Then I fell hard on a slanted, wide, slick rock. I landed on the side of my
right arm and slid down, down, down. It hurt. A lot.
I laid there and surveyed the damage: nasty "road rash" from my wrist
to my elbow, bleeding, full of grit, with two bulging hematomas that went away
in about an hour. My right knee was bleeding at the same spot I had injured it
in a fall a week or more ago.
I cleaned up with some tissues and a Wet Wipe, then trudged on to a little
creek feeding into Stony Creek, where I washed the wounds as best as I could. I
didn't think my arm was broken or cracked, because it didn't hurt to use my
trekking pole with that hand, but it throbbed with pain. I was too damp with
sweat and the high humidity to put on any bandages, which I carry with me in my
pack.
That's #8.
NO RAIN, NO PAIN, NO MAINE
I trudged another mile to the creek crossing. There were imposing steps made
from railroad ties on either side of the broad creek, but no span connecting
them. That must have been some flood! In nearby Roanoke we had two storms last
August and September, hurricane remnants, where we got 6" of rain each time in one or two
days, causing serious flooding of the Roanoke River and local creeks. This area
was also affected, obviously.
I made sure my cell phone and camera were in plastic bags before fording the
river. It wasn't bad. The cold water felt good, my trekking pole helped give me
stability as I stepped between the slick rocks to find gravel to step on, and
the water was only about mid-calf deep. I was across without incident (but with
caution!) in about a minute.
Then the heavens opened up and it poured down rain. I was glad I was at a
lower elevation (2,450 feet), with the lightning all around. Of course, the next
part was a 1,650-foot climb up Big Mountain to today's high elevation of 4,100
feet! I passed the trail angel's cooler with drinks and candy and trudged rather
stoically up that mountain to the next shelter, Bailey Gap.
A nice 30-ish section-hiking couple was there and gladly shared the trail
register. I was so drenched that I didn't read any entries, just signed my usual
greetings and continued on so I didn't get too cold. I was about on schedule to
meet Jim, but got concerned when the SOBO couple told me how rocky the Trail was
for the next couple miles. They were so tired out from it that they were
considering spending the night right where they were.
ARE WE HAVING FUN YET?
I was tired from negotiating around, over, and through all the previous
rocks, rattled from my fall, and soaking wet in the rain.

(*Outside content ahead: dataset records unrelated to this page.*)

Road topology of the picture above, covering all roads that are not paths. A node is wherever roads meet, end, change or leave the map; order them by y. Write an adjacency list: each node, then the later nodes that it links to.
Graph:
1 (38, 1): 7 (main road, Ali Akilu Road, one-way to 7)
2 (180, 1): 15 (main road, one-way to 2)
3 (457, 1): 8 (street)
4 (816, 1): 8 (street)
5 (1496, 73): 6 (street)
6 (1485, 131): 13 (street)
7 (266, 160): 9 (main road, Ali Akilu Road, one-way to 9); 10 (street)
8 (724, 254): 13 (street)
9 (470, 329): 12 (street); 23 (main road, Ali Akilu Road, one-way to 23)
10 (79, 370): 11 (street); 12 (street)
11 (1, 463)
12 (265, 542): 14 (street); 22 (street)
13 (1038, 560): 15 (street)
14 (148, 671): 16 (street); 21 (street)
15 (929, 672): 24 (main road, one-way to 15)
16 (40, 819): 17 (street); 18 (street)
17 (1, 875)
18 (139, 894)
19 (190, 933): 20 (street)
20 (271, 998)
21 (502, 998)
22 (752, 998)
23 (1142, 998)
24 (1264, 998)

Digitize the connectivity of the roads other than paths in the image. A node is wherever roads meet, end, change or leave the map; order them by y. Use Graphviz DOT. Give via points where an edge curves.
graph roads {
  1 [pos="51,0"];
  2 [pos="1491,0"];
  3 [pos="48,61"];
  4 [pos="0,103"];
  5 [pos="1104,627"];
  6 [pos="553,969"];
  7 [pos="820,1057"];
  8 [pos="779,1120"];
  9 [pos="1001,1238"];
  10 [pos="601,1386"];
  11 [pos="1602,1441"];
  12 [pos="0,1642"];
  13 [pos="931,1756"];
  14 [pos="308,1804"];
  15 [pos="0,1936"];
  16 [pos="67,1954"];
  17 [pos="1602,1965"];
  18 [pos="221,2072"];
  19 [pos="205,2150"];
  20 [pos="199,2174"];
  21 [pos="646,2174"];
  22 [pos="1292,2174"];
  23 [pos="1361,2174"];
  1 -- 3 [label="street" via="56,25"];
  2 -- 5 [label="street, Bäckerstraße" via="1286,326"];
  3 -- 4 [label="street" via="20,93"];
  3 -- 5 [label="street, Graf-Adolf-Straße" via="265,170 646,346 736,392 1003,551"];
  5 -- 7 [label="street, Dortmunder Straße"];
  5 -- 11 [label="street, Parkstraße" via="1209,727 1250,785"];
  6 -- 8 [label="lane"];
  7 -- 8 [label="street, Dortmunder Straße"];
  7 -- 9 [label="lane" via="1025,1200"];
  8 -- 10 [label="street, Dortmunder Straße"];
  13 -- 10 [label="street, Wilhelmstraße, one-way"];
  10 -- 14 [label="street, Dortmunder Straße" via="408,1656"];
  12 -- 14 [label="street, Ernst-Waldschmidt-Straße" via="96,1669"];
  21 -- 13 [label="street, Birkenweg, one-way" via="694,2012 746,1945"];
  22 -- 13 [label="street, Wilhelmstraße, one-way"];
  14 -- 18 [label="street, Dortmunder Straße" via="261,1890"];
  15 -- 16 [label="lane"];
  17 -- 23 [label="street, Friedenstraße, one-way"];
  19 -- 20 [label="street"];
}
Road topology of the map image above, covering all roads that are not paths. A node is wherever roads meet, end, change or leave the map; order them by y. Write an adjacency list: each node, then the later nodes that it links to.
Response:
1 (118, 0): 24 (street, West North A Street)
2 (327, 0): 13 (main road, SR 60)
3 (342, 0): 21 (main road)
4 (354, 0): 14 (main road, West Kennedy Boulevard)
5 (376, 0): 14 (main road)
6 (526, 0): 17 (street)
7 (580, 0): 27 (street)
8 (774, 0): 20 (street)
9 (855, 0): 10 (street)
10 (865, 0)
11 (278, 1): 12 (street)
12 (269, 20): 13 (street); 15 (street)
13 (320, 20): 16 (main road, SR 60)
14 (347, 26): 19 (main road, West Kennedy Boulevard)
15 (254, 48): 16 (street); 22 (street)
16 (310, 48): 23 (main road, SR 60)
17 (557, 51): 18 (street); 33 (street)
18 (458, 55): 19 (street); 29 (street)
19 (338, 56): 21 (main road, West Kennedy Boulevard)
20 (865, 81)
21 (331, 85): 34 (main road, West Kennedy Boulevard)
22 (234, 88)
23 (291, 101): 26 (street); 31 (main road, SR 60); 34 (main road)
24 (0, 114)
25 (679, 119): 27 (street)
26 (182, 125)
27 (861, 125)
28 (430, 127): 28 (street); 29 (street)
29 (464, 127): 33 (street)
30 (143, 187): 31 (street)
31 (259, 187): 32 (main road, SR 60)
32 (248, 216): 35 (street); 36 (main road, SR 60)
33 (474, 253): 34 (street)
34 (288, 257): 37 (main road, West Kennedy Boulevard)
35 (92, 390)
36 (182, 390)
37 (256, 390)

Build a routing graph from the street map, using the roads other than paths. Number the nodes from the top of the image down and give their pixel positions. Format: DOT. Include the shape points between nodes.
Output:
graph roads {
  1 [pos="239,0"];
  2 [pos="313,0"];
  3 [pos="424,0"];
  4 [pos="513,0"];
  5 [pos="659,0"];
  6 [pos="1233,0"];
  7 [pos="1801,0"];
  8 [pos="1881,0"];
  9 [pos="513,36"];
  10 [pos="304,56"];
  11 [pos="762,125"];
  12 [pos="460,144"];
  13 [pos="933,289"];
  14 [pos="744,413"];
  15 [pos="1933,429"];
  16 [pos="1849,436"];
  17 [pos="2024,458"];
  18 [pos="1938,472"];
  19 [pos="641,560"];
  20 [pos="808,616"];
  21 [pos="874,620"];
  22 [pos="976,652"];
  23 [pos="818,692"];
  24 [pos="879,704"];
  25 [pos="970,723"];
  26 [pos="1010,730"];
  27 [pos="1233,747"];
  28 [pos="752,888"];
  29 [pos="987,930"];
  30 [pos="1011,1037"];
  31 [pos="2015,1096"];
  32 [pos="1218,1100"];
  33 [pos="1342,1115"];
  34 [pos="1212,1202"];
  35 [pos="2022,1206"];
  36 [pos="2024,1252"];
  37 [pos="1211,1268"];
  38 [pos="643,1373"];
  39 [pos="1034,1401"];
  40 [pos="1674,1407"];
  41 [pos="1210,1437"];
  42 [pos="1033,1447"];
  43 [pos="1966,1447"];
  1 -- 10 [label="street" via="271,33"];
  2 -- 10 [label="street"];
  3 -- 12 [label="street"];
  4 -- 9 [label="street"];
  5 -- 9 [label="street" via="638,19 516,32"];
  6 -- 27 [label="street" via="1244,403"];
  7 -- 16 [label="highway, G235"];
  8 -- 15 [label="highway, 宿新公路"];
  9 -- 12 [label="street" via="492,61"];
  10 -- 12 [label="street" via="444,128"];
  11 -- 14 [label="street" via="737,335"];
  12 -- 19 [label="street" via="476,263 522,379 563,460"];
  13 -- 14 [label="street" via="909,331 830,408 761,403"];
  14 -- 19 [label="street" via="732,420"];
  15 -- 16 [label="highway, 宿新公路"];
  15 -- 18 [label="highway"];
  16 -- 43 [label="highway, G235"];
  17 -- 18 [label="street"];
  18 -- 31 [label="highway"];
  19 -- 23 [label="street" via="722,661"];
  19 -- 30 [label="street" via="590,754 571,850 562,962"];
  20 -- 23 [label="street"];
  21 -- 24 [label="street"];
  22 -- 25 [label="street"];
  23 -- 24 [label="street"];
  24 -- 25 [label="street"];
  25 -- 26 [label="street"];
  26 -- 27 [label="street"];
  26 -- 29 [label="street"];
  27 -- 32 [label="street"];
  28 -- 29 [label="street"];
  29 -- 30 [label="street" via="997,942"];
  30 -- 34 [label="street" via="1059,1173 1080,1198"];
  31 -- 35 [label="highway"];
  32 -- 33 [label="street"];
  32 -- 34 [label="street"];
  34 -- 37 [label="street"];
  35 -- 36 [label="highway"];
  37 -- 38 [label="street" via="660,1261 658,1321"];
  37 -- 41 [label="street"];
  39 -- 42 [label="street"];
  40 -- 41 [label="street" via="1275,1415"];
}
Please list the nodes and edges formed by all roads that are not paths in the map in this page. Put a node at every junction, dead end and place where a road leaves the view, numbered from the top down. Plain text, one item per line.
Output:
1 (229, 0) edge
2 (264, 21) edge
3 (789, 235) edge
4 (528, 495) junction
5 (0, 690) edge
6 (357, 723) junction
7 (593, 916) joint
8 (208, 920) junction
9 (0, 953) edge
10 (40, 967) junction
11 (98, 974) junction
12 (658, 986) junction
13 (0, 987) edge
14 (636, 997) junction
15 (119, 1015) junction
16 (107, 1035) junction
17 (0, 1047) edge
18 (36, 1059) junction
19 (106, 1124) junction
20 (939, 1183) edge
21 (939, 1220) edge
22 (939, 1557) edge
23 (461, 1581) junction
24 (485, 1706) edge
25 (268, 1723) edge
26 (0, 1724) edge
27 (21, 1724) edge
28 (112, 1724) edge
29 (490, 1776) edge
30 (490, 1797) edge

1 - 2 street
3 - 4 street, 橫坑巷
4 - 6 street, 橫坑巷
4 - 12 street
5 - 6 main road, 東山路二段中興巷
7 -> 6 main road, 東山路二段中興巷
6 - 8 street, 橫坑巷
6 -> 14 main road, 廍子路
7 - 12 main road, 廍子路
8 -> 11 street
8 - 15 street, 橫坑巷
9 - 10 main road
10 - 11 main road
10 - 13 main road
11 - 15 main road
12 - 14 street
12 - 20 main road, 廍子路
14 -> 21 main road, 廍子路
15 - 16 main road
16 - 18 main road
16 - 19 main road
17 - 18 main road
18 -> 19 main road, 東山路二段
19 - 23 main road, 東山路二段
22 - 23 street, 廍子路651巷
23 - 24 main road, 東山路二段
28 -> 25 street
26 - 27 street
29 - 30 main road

I was not having fun. I didn't even want to socialize with other hikers
much today.
Then I hit one of the worst stretches of rocks and boulders I've encountered
in 650 miles. I was convinced of diabolical scheming by the nasty trail
designers who either deliberately routed the AT through the rockiest part of
that mountain, or actually moved rocks into the Trail to make it harder.
My mind thinks funny thoughts after eight hours of misery!
This section also didn't help my sore right leg/calf any. It wasn't swollen,
but started to hurt again after five hours on the Trail. I had called Jim
earlier in the hike (can't even call today's effort a "run") to ask him to make
an appointment with my orthopedist later this week so I could find out what's
wrong with it. That was before I banged up my arm, too.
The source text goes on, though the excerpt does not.